== Records shown ==
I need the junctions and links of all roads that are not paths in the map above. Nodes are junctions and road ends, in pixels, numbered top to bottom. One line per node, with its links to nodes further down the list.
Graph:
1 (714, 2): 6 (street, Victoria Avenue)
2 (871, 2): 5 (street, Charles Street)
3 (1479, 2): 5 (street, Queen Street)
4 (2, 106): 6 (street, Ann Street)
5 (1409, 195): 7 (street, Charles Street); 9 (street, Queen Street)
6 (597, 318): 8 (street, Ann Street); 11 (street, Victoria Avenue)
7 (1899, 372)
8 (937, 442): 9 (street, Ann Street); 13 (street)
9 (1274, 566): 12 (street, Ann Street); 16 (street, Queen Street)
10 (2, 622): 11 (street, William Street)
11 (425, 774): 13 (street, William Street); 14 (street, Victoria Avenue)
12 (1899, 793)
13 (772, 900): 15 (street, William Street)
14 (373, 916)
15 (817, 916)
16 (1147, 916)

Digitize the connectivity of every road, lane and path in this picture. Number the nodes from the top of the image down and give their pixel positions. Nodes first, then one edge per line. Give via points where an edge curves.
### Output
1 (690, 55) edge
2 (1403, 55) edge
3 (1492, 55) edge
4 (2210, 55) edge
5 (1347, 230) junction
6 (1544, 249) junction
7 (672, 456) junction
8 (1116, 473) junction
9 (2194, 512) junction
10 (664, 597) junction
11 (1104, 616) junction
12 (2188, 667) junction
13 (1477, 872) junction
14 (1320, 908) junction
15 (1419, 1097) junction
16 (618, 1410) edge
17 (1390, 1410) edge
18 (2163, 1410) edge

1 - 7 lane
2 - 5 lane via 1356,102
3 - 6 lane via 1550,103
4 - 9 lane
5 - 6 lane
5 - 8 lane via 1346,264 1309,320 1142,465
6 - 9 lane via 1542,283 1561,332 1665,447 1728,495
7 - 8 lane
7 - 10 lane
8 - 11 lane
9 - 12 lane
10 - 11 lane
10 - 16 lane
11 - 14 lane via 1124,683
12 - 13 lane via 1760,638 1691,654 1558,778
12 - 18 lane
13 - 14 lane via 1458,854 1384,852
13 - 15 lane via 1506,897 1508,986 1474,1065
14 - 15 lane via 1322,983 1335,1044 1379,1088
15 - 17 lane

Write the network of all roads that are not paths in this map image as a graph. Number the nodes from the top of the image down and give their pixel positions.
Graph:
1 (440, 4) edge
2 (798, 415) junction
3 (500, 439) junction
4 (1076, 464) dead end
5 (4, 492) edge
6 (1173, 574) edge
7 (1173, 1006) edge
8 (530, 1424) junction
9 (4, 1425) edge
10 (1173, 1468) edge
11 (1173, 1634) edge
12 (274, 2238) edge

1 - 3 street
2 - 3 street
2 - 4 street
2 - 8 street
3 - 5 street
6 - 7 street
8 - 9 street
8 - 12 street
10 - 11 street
===
# [Task item]
Give back the data above word for word.

# [Result for this exercise]
I need the junctions and links of all roads that are not paths in the map above. Nodes are junctions and road ends, in pixels, numbered top to bottom. One line per node, with its links to nodes further down the list.
Graph:
1 (714, 2): 6 (street, Victoria Avenue)
2 (871, 2): 5 (street, Charles Street)
3 (1479, 2): 5 (street, Queen Street)
4 (2, 106): 6 (street, Ann Street)
5 (1409, 195): 7 (street, Charles Street); 9 (street, Queen Street)
6 (597, 318): 8 (street, Ann Street); 11 (street, Victoria Avenue)
7 (1899, 372)
8 (937, 442): 9 (street, Ann Street); 13 (street)
9 (1274, 566): 12 (street, Ann Street); 16 (street, Queen Street)
10 (2, 622): 11 (street, William Street)
11 (425, 774): 13 (street, William Street); 14 (street, Victoria Avenue)
12 (1899, 793)
13 (772, 900): 15 (street, William Street)
14 (373, 916)
15 (817, 916)
16 (1147, 916)

Digitize the connectivity of every road, lane and path in this picture. Number the nodes from the top of the image down and give their pixel positions. Nodes first, then one edge per line. Give via points where an edge curves.
### Output
1 (690, 55) edge
2 (1403, 55) edge
3 (1492, 55) edge
4 (2210, 55) edge
5 (1347, 230) junction
6 (1544, 249) junction
7 (672, 456) junction
8 (1116, 473) junction
9 (2194, 512) junction
10 (664, 597) junction
11 (1104, 616) junction
12 (2188, 667) junction
13 (1477, 872) junction
14 (1320, 908) junction
15 (1419, 1097) junction
16 (618, 1410) edge
17 (1390, 1410) edge
18 (2163, 1410) edge

1 - 7 lane
2 - 5 lane via 1356,102
3 - 6 lane via 1550,103
4 - 9 lane
5 - 6 lane
5 - 8 lane via 1346,264 1309,320 1142,465
6 - 9 lane via 1542,283 1561,332 1665,447 1728,495
7 - 8 lane
7 - 10 lane
8 - 11 lane
9 - 12 lane
10 - 11 lane
10 - 16 lane
11 - 14 lane via 1124,683
12 - 13 lane via 1760,638 1691,654 1558,778
12 - 18 lane
13 - 14 lane via 1458,854 1384,852
13 - 15 lane via 1506,897 1508,986 1474,1065
14 - 15 lane via 1322,983 1335,1044 1379,1088
15 - 17 lane

Write the network of all roads that are not paths in this map image as a graph. Number the nodes from the top of the image down and give their pixel positions.
Graph:
1 (440, 4) edge
2 (798, 415) junction
3 (500, 439) junction
4 (1076, 464) dead end
5 (4, 492) edge
6 (1173, 574) edge
7 (1173, 1006) edge
8 (530, 1424) junction
9 (4, 1425) edge
10 (1173, 1468) edge
11 (1173, 1634) edge
12 (274, 2238) edge

1 - 3 street
2 - 3 street
2 - 4 street
2 - 8 street
3 - 5 street
6 - 7 street
8 - 9 street
8 - 12 street
10 - 11 street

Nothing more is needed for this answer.